2. Based on the rules of custom, it can be classified into which one is the buildings of society that are in the same line with local or Minangkabau custom, which one is the elite buildings for high level people and which one is the only buildings for people
3. Based on the rule of oldest skilled labor, those are 3 rooms/20 pillars, 5 rooms/40 pillars, 9 rooms/50 pillars.
4. Based on location, for example traditional buildings in land mass / coastal area.
III. Traditional buildings of Minangkabau in the coastal area
From above explanation, it is clear that the traditional buildings of Minangkabau community that are located in Padang city will be different from the other coastal area and land mass area as well.
It can also be stated that Padang city is an area that is mostly influenced by the comers coming to the city and it has multi-ethnic and international manner (there is China, India, Java, and Madura ethnic).
In the previous times, there are terms like Madura village, Java village, Kampoeng Nias, Kampoeng Keliling and the others. The remainder traditional buildings that are still available until now are the results of colonial influence. For instance, we know the ‘gunting keling’building (India influence), ‘gunting betawi’ building (colonial influence) and also Kajang Padati house (land mass Minangkabau influence).
Additionally, there are also buildings that have Malayan style, In the other side; buildings that are from the land mass have their development as they are seen in the picture 3.
As the example, it is the traditional building that is called ‘Balah bubuang’. It is actually the local traditional building that is different from the dark buildings. These buildings basically have 8 pillars and maximally 12 pillars, with 3 long and tapering sides so that the sides, which are separated by ‘bubungan’ (ridgepoles). (The ridgepoles are not in any pillars). This building is the transformational building from land mass that has 3 rooms/20 pillars, as in the mix with traditional building of coastal area.
Meanwhile, the naming of the building is precisely derived from local tradition. It is available to the buildings in either land mass or coastal area. Nevertheless, there is also a tradition to name the building based on the name of the tribe leader at that time.
It can be concluded that if there is a need to study the traditional building, it should be studied through the view of the community that creates the artifacts. Despite it can be studied through other ethnics’ view, the result will be far from the correct one.
The process of naming the buildings is based on the local tradition. In spite of that, the most important one is the reality that buildings are classified into the amount of pillars and the construction of the ceiling.
In general, the historical data about traditional buildings have not been collected yet systematically. It is needed to do a fully concentrated research that study about the civilians’ traditional buildings that exist in the land mass or coastal area (multi-ethnic) and about the outsider influences as well as the available cultural elements.
In addition, the collected and available data are good enough in general, but the focus of the data is still under detail. Because of that, the concentrated research is needed, compared to the limited focus research that only studies the form and techniques of the buildings.

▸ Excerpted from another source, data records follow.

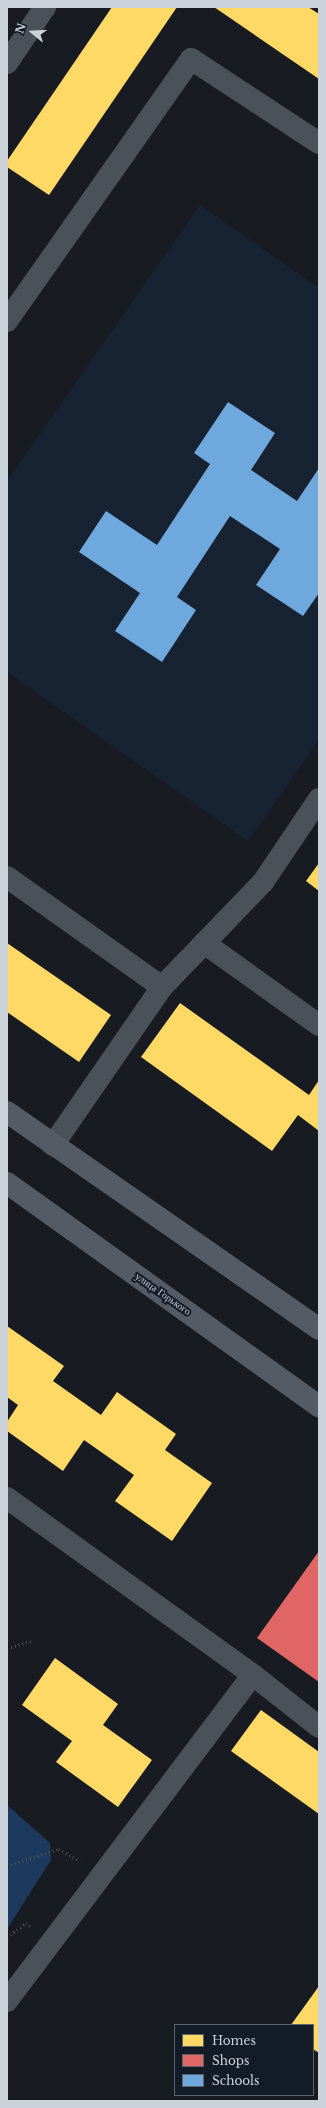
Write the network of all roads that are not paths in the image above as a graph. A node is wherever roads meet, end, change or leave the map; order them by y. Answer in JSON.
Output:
{"nodes":[{"id":1,"x":45,"y":7,"type":"edge"},
{"id":2,"x":7,"y":63,"type":"edge"},
{"id":3,"x":319,"y":143,"type":"edge"},
{"id":4,"x":14,"y":298,"type":"edge"},
{"id":5,"x":7,"y":321,"type":"edge"},
{"id":6,"x":319,"y":798,"type":"edge"},
{"id":7,"x":7,"y":877,"type":"edge"},
{"id":8,"x":204,"y":943,"type":"junction"},
{"id":9,"x":162,"y":987,"type":"junction"},
{"id":10,"x":319,"y":1025,"type":"edge"},
{"id":11,"x":7,"y":1112,"type":"edge"},
{"id":12,"x":53,"y":1145,"type":"junction"},
{"id":13,"x":7,"y":1183,"type":"edge"},
{"id":14,"x":319,"y":1329,"type":"edge"},
{"id":15,"x":319,"y":1406,"type":"edge"},
{"id":16,"x":7,"y":1498,"type":"edge"},
{"id":17,"x":252,"y":1675,"type":"junction"},
{"id":18,"x":319,"y":1727,"type":"edge"},
{"id":19,"x":7,"y":2001,"type":"edge"}],
"edges":[{"from":1,"to":2,"type":"street"},
{"from":3,"to":4,"type":"street"},
{"from":4,"to":5,"type":"street"},
{"from":6,"to":8,"type":"street"},
{"from":7,"to":9,"type":"street"},
{"from":8,"to":9,"type":"street"},
{"from":8,"to":10,"type":"street"},
{"from":9,"to":12,"type":"street"},
{"from":11,"to":12,"type":"main road"},
{"from":12,"to":14,"type":"main road"},
{"from":13,"to":15,"type":"main road","name":"улица Горького"},
{"from":16,"to":17,"type":"street"},
{"from":17,"to":18,"type":"street"},
{"from":17,"to":19,"type":"street"}]}
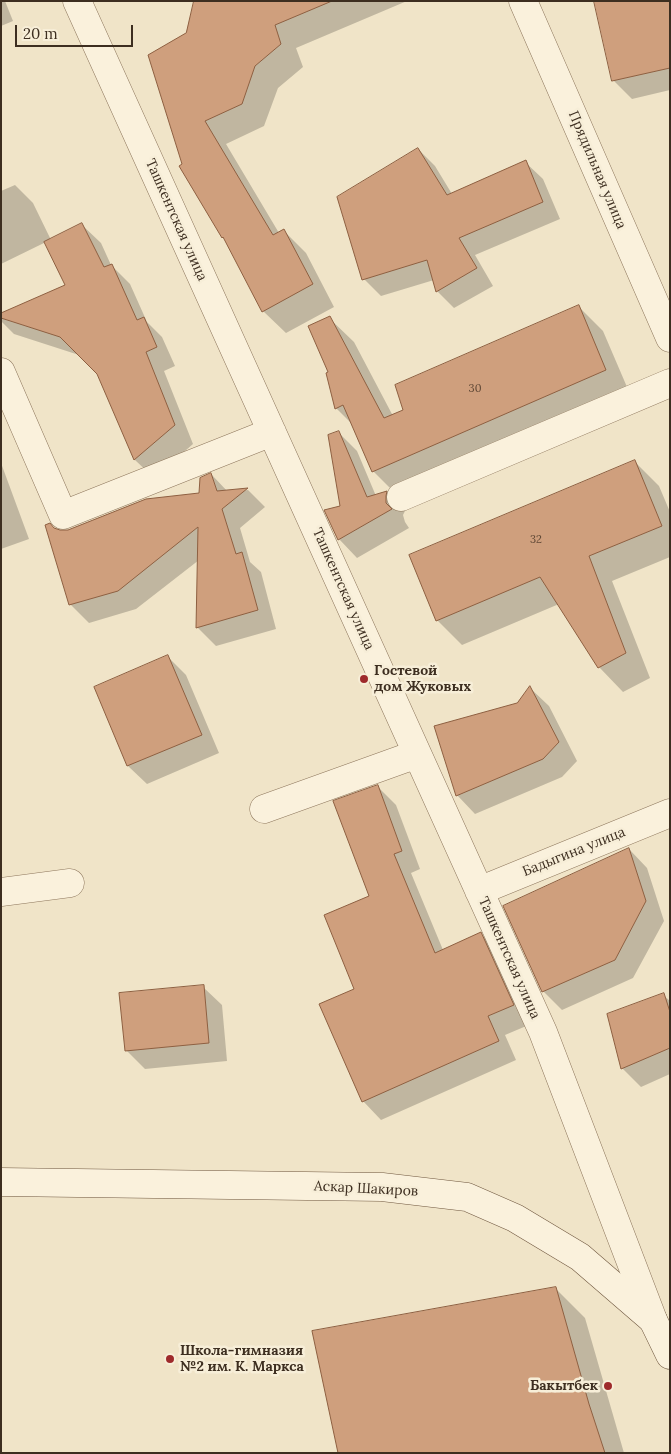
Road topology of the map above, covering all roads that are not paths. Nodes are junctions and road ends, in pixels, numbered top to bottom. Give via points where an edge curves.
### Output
1 (77, 1) edge
2 (523, 1) edge
3 (670, 338) edge
4 (1, 372) edge
5 (670, 384) edge
6 (272, 432) junction
7 (401, 497) dead end
8 (417, 754) junction
9 (264, 809) dead end
10 (670, 813) edge
11 (70, 883) dead end
12 (4, 884) edge
13 (479, 891) junction
14 (1, 1182) edge
15 (653, 1320) junction
16 (670, 1355) edge

1 - 6 street, Ташкентская улица
2 - 3 street, Прядильная улица
4 - 6 street via 63,515
5 - 7 street
6 - 8 street, Ташкентская улица
8 - 9 street
8 - 13 street, Ташкентская улица
10 - 13 street, Бадыгина улица
11 - 12 street
13 - 15 street, Ташкентская улица via 543,1032
14 - 15 street, Аскар Шакиров via 382,1187 467,1197 515,1218 580,1257
15 - 16 street, Аскар Шакиров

 Among those traditions, there is a custom ceremony that is done by building a house, such like a ceremony to take woods in the forest, a pray reading, and some needed presents. These activities have lone been diminished long time ago in Minangkabau.
1. Drs. Nashbahry Couto, MSn is a non-static lecturer in the Planalogy and Architectural engineering department, faculty of engineering in Bung Hatta university since 1981, a lecturer in STT – SB since 1979, and a lecturer in applied arts, faculty of arts, Padang state university.